Era quase uma vez no Oeste

O verão parecia que nunca mais acabava. O sol queimava a pele. Parecia que até queimava a paisagem. As longas planícies, de perder de vista, todas amarelas. Búfalos a pastar, ruminando com calma e desinteresse, de cabeça baixa. Os cavalos – os que ainda eram selvagens, não o meu, que era domado e obediente, embora um pouco distraído – passeavam, como se se exibissem, vaidosos. Mas o calor não lhes permitia grandes correrias. Vi uma carroça a vir na nossa direcção. Receei que fosse o Billy the Kid ou algum malvado da mesma espécie. Depois disse baixinho, para comigo “antes o Billy do que mais uma cambada desses Sioux ou Apaches ou lá como raio se chamam os índios”. Caramba, o Wild West era mesmo selvagem.
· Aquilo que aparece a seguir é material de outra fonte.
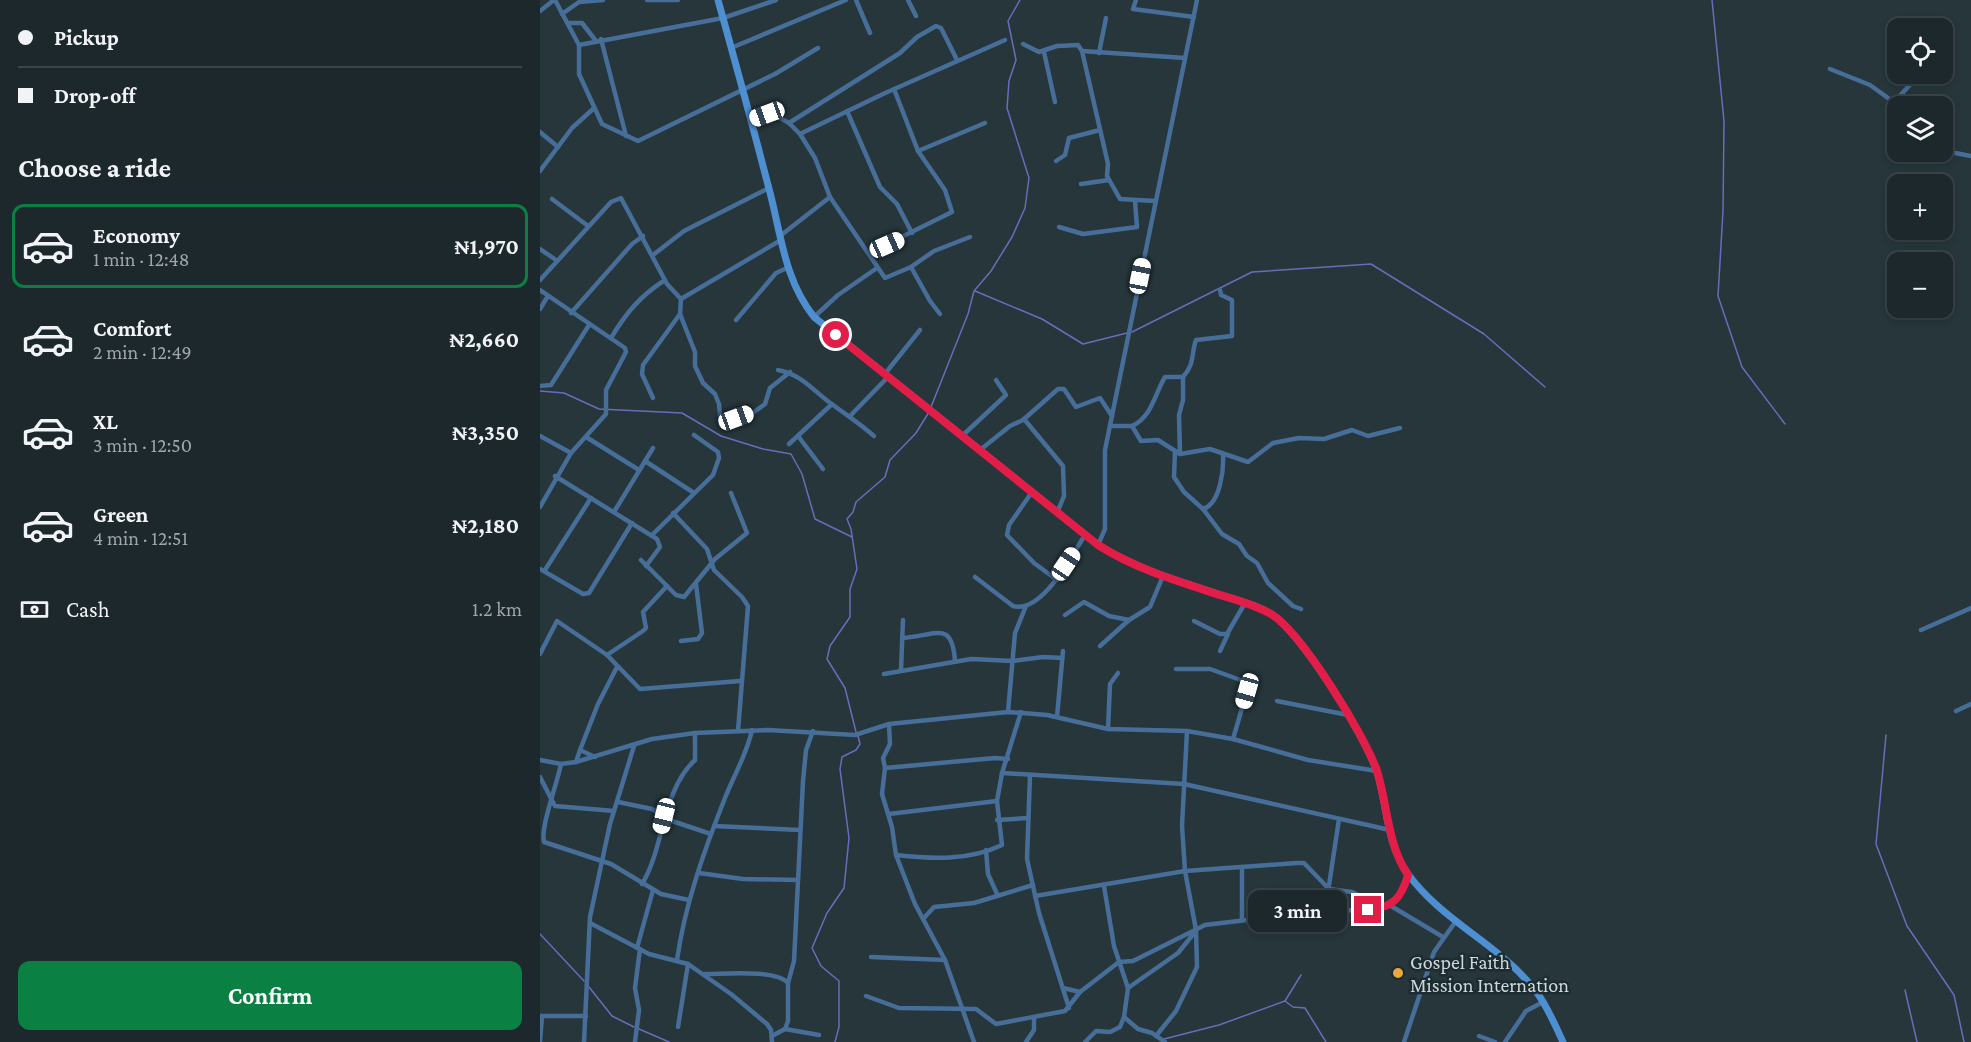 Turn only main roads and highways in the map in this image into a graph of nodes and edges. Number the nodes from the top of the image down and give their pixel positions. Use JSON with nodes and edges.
{"nodes":[{"id":1,"x":718,"y":0,"type":"edge"},
{"id":2,"x":1563,"y":1042,"type":"edge"}],
"edges":[{"from":1,"to":2,"type":"main road"}]} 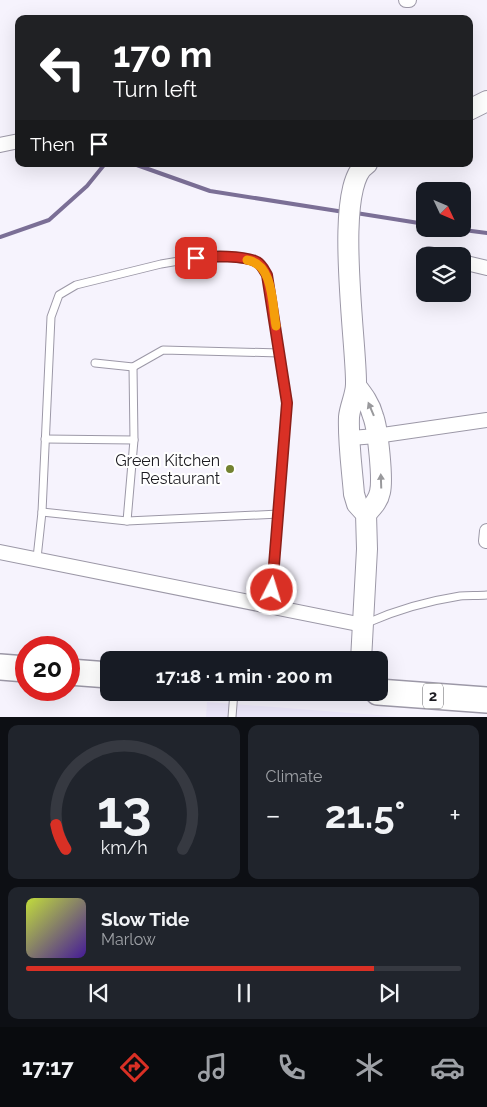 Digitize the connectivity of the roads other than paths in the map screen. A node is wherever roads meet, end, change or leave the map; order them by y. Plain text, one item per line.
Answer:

Selvagem e quente. Preparei a pistola. Não, não era pistola. Era uma espingarda. Não, também não era isso. Era um revolver. Acho que era… Acho que não percebo muito de cowboys. Quem é que eu quero enganar? Nunca poderei escrever como deve ser sobre índios e cowboys. Da minha experiência, o mais parecido com cowboiadas que eu vivi foi nos tempos em que andávamos à pedrada, lá na rua. Uma vez parti o nariz ao Migalha. Passámos a chamá-lo Migalha Vermelha.